> **Action item**: The word "junction" occurs in some lines of the data. Return each such line.

> **Records from a data collection**:

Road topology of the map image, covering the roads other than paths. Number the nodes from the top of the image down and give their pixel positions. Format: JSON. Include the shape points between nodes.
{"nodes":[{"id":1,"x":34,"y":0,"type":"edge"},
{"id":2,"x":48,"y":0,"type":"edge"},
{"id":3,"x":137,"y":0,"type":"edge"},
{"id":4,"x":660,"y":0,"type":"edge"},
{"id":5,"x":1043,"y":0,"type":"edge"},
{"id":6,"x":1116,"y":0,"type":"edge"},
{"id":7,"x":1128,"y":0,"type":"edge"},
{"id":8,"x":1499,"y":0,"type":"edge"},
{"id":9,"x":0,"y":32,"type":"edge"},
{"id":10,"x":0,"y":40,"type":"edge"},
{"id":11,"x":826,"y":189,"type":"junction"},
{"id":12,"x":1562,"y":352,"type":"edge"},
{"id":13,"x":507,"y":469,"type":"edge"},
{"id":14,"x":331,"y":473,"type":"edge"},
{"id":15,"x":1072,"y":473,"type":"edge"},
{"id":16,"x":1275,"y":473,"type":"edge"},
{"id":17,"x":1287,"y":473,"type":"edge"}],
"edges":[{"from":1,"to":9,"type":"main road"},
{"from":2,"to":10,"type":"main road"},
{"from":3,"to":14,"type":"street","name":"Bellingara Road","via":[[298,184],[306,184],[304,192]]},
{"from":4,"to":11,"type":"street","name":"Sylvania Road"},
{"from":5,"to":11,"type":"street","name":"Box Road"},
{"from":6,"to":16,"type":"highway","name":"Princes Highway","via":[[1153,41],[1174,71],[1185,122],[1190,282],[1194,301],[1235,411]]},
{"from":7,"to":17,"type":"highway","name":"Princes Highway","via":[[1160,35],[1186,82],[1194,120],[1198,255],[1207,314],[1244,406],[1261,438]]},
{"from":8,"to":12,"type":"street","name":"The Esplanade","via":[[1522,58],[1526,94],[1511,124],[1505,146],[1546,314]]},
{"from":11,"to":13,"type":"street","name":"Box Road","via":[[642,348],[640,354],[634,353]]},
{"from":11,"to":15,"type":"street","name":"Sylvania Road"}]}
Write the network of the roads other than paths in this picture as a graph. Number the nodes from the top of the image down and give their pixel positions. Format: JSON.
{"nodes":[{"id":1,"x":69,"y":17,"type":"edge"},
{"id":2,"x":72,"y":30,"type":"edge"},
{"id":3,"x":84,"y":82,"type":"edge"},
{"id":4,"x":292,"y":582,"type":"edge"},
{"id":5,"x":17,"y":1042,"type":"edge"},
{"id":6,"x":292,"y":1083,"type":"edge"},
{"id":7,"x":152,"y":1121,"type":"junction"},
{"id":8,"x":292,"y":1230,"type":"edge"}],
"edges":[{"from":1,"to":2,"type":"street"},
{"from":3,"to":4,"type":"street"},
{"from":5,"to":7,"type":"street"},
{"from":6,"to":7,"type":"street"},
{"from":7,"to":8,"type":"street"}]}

> **Solved problem**:
{"id":11,"x":826,"y":189,"type":"junction"},
{"id":7,"x":152,"y":1121,"type":"junction"},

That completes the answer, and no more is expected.